» PROBLEM
Please output the section of the listing below that opens with the line containing "Transcribe the names" and closes with the line containing "Describe the image", exactly and with nothing else.

» MATERIAL FOR THE TASK
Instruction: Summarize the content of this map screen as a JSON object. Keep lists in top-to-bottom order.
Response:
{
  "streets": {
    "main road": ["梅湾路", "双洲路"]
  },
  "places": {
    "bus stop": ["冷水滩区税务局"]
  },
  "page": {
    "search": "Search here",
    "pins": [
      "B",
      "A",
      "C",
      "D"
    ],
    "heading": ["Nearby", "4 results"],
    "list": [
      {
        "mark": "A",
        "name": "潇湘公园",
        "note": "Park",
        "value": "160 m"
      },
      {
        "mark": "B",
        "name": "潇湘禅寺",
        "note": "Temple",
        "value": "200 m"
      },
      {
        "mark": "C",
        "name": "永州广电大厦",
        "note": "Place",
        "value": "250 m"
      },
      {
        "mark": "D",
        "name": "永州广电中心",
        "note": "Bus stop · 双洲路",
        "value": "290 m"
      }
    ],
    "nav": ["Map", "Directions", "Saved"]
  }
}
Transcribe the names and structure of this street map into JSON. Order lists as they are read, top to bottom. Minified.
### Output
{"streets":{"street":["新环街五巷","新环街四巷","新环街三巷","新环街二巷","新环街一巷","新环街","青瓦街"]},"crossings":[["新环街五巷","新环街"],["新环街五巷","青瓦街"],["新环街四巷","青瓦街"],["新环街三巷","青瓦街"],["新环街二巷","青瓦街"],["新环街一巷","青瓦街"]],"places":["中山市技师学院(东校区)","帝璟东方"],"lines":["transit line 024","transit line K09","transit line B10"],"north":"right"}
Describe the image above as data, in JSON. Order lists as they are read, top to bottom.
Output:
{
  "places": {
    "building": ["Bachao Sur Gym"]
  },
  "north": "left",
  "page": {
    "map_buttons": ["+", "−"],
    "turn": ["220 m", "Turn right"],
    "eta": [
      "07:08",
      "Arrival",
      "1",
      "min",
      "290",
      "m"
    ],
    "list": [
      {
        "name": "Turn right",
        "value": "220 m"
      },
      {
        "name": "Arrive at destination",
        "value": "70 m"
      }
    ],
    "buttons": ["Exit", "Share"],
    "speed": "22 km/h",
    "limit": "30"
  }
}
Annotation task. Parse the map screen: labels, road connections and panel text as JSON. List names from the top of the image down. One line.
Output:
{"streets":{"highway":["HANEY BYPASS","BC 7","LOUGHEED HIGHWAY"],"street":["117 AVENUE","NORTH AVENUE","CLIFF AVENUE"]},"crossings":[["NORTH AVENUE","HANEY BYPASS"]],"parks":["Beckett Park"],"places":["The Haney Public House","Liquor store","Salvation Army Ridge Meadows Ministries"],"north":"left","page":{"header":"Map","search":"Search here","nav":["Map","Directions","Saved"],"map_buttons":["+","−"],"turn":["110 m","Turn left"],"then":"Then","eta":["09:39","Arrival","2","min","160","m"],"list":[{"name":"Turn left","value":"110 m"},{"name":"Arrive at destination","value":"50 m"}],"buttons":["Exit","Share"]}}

» RESULT
Transcribe the names and structure of this street map into JSON. Order lists as they are read, top to bottom. Minified.
### Output
{"streets":{"street":["新环街五巷","新环街四巷","新环街三巷","新环街二巷","新环街一巷","新环街","青瓦街"]},"crossings":[["新环街五巷","新环街"],["新环街五巷","青瓦街"],["新环街四巷","青瓦街"],["新环街三巷","青瓦街"],["新环街二巷","青瓦街"],["新环街一巷","青瓦街"]],"places":["中山市技师学院(东校区)","帝璟东方"],"lines":["transit line 024","transit line K09","transit line B10"],"north":"right"}
Describe the image above as data, in JSON. Order lists as they are read, top to bottom.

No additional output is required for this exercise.